## TASK INPUT
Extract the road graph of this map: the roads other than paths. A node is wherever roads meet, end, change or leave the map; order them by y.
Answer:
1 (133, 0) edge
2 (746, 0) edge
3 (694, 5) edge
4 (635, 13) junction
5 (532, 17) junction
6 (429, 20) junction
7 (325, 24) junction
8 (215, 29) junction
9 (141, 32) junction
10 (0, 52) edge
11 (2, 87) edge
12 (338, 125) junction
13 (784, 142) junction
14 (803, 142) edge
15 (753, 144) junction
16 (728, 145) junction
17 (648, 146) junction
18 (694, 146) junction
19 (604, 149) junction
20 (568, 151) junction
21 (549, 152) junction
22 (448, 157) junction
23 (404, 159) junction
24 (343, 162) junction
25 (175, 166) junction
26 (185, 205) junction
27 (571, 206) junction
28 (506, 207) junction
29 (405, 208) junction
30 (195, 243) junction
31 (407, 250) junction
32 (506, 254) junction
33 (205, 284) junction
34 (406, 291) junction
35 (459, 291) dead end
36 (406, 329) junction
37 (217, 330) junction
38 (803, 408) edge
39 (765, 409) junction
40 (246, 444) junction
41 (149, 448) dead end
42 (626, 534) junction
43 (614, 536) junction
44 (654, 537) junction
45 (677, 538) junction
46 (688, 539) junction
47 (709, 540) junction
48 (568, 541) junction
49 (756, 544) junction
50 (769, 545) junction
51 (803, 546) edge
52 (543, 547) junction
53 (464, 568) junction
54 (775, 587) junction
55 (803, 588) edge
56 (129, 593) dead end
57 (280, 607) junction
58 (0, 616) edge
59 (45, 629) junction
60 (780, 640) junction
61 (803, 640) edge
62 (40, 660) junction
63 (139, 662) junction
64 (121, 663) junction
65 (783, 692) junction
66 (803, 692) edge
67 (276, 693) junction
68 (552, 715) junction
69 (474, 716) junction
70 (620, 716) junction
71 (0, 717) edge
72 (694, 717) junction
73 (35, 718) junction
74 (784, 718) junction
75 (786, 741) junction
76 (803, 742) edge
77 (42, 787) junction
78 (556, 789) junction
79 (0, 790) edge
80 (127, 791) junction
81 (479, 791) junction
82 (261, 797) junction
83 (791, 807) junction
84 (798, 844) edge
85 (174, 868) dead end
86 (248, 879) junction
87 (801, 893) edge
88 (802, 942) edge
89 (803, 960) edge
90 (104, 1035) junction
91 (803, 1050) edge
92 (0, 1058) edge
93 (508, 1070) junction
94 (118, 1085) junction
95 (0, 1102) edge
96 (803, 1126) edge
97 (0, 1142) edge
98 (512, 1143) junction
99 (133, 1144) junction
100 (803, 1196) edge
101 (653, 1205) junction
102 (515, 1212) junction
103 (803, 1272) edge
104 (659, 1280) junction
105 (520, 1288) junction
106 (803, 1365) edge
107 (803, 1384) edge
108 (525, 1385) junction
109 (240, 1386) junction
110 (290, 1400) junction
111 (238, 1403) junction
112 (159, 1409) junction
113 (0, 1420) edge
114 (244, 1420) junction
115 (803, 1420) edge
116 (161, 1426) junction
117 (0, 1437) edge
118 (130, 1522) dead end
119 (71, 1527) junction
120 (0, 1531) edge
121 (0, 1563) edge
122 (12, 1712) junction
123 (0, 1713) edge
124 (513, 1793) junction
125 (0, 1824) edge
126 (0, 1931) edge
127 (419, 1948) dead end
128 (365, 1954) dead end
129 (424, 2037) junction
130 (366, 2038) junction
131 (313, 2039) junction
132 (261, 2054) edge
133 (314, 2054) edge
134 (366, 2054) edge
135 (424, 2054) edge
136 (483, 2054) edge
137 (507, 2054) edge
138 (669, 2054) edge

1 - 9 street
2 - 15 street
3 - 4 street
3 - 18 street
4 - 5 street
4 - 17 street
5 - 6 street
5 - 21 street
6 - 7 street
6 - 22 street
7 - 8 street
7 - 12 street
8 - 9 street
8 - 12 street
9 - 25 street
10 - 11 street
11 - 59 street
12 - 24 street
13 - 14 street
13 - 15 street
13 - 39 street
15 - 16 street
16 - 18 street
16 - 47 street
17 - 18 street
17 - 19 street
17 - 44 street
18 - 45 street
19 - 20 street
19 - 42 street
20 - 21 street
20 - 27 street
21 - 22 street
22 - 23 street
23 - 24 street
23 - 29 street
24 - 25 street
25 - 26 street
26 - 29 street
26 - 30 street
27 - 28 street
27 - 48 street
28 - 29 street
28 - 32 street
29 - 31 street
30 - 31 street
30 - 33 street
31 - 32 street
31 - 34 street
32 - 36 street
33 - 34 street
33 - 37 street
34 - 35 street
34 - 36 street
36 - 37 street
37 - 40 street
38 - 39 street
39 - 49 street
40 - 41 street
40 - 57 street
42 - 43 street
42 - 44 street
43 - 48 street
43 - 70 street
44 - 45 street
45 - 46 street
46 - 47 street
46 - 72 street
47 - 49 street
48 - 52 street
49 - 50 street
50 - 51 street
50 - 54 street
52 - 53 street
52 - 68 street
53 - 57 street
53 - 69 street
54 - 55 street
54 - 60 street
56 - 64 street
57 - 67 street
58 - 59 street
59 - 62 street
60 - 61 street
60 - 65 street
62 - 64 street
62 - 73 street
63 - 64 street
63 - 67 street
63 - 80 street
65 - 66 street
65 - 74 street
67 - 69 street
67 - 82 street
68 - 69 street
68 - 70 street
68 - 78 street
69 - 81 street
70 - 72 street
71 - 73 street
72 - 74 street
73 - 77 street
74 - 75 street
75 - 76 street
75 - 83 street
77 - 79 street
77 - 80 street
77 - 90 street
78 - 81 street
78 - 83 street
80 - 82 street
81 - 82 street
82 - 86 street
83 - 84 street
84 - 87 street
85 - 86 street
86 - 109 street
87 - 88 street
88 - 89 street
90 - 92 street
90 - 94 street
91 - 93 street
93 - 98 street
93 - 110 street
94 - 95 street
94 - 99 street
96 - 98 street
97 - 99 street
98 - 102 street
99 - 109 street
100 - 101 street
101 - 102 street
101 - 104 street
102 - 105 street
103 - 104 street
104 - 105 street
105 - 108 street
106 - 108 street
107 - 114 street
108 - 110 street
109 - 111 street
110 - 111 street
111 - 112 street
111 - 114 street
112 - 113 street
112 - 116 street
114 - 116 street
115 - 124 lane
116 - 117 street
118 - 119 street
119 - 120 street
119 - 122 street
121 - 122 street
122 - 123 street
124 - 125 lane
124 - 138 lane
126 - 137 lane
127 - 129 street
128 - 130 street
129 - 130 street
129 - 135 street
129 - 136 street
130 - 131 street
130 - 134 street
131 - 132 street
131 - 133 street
--
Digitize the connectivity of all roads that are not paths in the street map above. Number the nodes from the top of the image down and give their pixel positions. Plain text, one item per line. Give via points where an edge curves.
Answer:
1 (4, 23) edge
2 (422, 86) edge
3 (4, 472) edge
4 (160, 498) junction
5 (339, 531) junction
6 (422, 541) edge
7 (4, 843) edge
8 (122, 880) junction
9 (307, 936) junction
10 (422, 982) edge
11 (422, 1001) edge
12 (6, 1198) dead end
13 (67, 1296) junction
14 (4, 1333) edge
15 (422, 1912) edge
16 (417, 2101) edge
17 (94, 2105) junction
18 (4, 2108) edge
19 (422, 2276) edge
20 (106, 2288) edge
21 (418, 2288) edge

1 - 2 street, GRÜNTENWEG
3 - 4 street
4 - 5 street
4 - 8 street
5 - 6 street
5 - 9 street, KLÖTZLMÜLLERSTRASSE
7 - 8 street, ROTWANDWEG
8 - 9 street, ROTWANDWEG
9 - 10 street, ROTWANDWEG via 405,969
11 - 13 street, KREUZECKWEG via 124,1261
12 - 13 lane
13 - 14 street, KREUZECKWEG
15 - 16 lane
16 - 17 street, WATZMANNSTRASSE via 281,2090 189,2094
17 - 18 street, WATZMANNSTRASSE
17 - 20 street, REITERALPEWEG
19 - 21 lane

## ABOUT THIS EXERCISE
Identify each line in the records above that contains the word "paths", and copy it out in full.

## TASK ANSWER
Extract the road graph of this map: the roads other than paths. A node is wherever roads meet, end, change or leave the map; order them by y.
Digitize the connectivity of all roads that are not paths in the street map above. Number the nodes from the top of the image down and give their pixel positions. Plain text, one item per line. Give via points where an edge curves.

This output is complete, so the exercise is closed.